6.知らなかった世界4
アストロードから、ニ時間。シンカは、レクトたちを案内したところより、さらに回り込んだ城壁の奥の割れ目から、町に入った。
ここなら、すぐに林に紛れることができるはずだ。
三人は、荒れ果てた町を見渡して、改めて、破壊の力の大きさを思い知る。直撃を受けたらしい大人の背丈ほどもある深い穴が、あちこちに開いている。
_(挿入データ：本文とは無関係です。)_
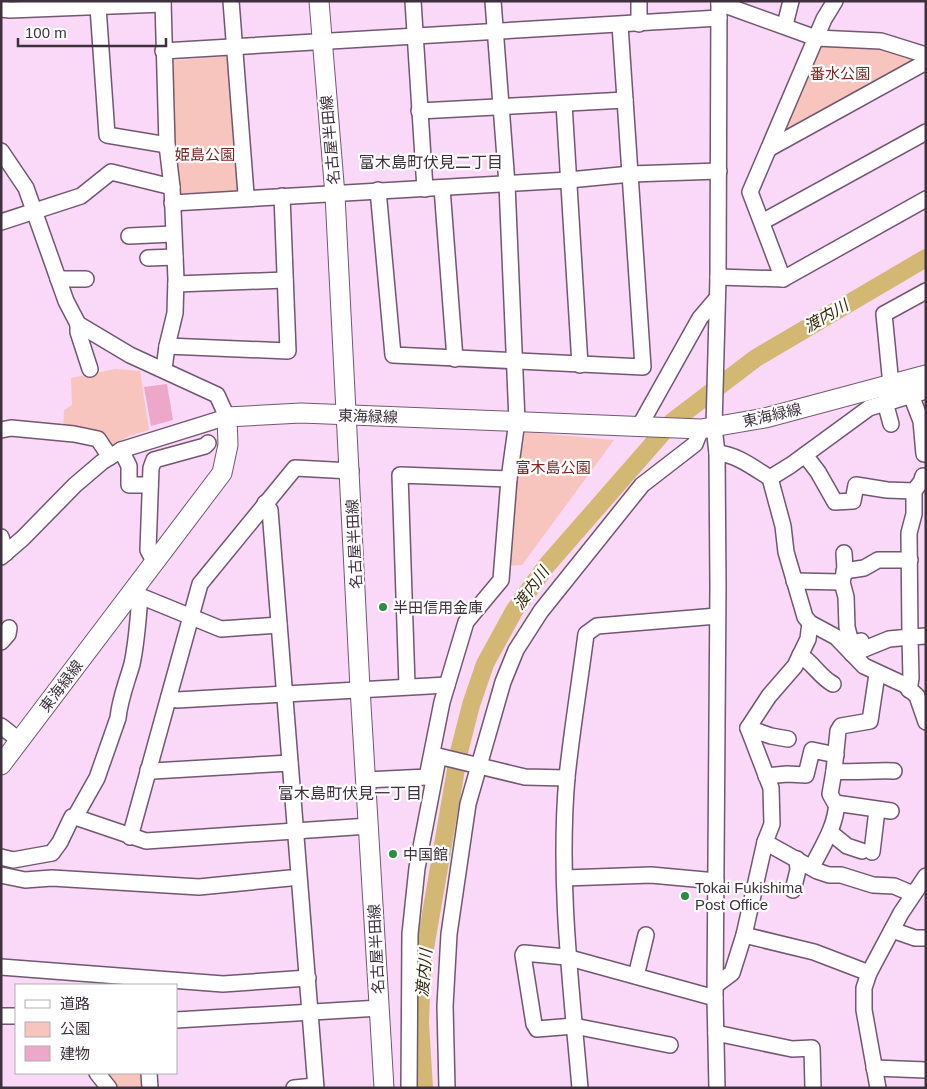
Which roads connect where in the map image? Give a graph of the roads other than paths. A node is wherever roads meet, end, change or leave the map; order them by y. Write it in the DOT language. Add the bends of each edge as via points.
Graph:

ユンイラの畑の跡は、瓦礫が片付けられていて、脇に帝国軍の野営地だろう、テントの群れが見える。
まだ、起きていないのか人影は見えない。
「ひどいな。」
シキは、二人の肩に手を置いた。
改めて、気持ちが引き締まる。残骸が一面広がり、何があったところなのか、まったく分からない。
よく、二人が無事だったものだ。この惨状を、聖帝キナリスは見たのだろうか?
いや、知らないのだろうな。
見たのであれば、この破壊をシンカがやったなどと、考えられるはずがなかった。
この国のどんな兵器の力で持ってしても、不可能な攻撃。火薬を使っても、石壁やレンガを溶かすことはできない。
たくさんの、人であったものが、この瓦礫のあちこちにある。ひどい異臭がそれを想像させる。
戦場で、いろいろなものを見てきたが、こんなに吐き気を感じるのは初めてだった。
「母さんのとこ、ちょっと行っていいかな。」
シンカの言葉に、ニ人は黙ってうなずく。
この、不毛な廃墟で、どんな手がかりが得られるのか、何もないような気がした。絶望感が漂う。
自然と、三人とも無言になる。
瓦礫をよけて歩きながら、三本の木が立った場所、もともと、シンカの家だったところに三人が立った。
三本の木の一つに、母さんの気に入っていた首飾りをつけておいた。・・・はずだった。
「あれ、ない。ここに、母さんの首飾りをつけておいたんだ。」
シンカが座り込む。
シキは眉間にしわを寄せる。
「盗まれちゃったのかな?」
ミンクも、シンカの横にしゃがむ。
「ごめん、母さん。一緒に入れてあげればよかった。」
シンカの声が少し震えている。ミンクがくすんと鼻をすすった。
背後に、人の気配を感じて、シキが振り返る。同時に、腰の剣に手が行っている。
「おい。」
シキの声に、墓を見つめていた二人も立ち上がって振り返る。
背の高い、金髪の、四十歳くらいの男。うわさの、あの男だとすぐわかる。
想像していたより細い。あまり日にも焼けていない。
「君たちはなんだ。」
そいつが怪訝そうに三人を見つめる。男の手には、小さな白い花束がある。
「そっちこそ、誰だ!」
シキが睨んで、剣を抜く。朝日が、男たちを横から照らす。
「何のつもりだ。」
男は、腰に手をやる。腰に、何かかかっている。剣ではない。シンカには、見覚えがあった。